The same can be true for your medical practice and its financial health. If someone is screaming, "Is there an accountant in the house?" it may be time to treat your finances like a patient. Many times, these financial emergencies can be avoided with a little preventative care.

Here are a few steps to take next time the office administrator starts talking about cash flow and accounts receivable aging:

A Healthy Diet Of Regular Review 

When you have practice management meetings are you only looking at the bottom line and collection percentages? Both are important, but the rest of the financial statements can tell you about the health of your practice.

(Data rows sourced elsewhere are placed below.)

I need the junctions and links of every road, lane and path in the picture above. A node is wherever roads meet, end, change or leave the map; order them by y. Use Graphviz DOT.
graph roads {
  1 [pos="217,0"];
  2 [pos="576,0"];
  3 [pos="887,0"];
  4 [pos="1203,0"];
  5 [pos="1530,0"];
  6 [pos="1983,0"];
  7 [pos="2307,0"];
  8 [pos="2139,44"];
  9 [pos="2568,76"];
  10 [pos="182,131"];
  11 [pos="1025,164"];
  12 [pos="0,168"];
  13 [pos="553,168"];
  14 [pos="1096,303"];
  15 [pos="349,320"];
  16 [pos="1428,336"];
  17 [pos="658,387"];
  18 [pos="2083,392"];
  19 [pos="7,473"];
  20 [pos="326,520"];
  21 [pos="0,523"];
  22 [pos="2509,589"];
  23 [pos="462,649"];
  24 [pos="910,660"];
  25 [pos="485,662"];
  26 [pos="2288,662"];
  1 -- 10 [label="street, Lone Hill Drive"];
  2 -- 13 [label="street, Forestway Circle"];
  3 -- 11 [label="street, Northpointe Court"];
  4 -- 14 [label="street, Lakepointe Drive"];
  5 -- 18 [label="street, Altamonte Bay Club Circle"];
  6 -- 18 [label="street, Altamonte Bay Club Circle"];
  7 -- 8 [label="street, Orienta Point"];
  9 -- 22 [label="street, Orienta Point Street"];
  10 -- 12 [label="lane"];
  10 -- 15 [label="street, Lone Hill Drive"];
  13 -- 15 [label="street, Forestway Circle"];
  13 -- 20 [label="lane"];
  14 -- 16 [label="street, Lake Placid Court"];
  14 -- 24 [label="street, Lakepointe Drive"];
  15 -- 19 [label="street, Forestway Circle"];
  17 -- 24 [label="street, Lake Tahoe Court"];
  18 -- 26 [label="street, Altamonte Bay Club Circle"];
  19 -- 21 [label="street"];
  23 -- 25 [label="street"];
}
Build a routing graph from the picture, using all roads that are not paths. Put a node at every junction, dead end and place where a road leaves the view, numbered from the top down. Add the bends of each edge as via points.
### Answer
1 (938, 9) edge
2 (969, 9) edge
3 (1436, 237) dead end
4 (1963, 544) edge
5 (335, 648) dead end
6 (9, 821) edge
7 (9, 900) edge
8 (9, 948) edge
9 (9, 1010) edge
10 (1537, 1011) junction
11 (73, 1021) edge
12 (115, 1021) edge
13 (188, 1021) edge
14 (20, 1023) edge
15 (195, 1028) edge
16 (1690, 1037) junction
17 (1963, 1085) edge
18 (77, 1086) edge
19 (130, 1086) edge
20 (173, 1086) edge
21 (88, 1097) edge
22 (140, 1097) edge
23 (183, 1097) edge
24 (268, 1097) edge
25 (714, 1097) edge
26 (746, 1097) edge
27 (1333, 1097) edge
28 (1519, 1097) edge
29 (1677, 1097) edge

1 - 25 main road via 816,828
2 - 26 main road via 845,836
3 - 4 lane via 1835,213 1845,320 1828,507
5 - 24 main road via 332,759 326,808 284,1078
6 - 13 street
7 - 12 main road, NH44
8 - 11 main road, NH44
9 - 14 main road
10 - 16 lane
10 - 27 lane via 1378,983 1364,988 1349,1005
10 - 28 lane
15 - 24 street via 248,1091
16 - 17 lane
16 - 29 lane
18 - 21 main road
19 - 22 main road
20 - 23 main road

Many a practice has had trouble signs in the financials long before anyone noticed or inquired. It's important to ask questions and understand what you are looking at, not only to protect yourself, but also to protect the practice from fraud or mismanagement. Talk to your accountant or financial advisor. Let them look at the financials and help you formulate questions. If you aren't getting comprehensive financials in a timely manner, that's a red flag. Examine trends and question items that are out of line with what you expect.

Watch Your Personal Tax Weight

Is your withholding sufficient to cover your tax liability? Do you need to make estimated tax payments? If you have to write a check every year and you have an idea of what it might be, now is the time to take a look at the tax liability you can expect. A good CPA will meet with you in the fourth quarter to project your tax liability and make sure you are covered. Just like you, your accountant hates to be the bearer of bad news. If your accountant doesn't see your information until after the year closes, there's little that can be done.

Exercise Follow Through

Are you maintaining your corporate status by filing franchise reports? Having stockholders' meetings and recording minutes? Are you using the company checkbook like your personal checkbook? Is your health insurance treated properly based on your corporate structure?

As your practice grows, it's easy to let things slip through the cracks. Just like your procedures, the follow through makes the difference. If you get audited by the IRS or the state, or sued, taking care of all these formalities can make the difference between a favorable outcome and a disaster.

See Your Accountant Regularly

Does the practice have a qualified CPA who deals with doctors' practices regularly? That person can be a wealth of knowledge for examining your statements and reports. Having a practiced eye look at your financials — even quarterly — can help you in practice wide decision-making.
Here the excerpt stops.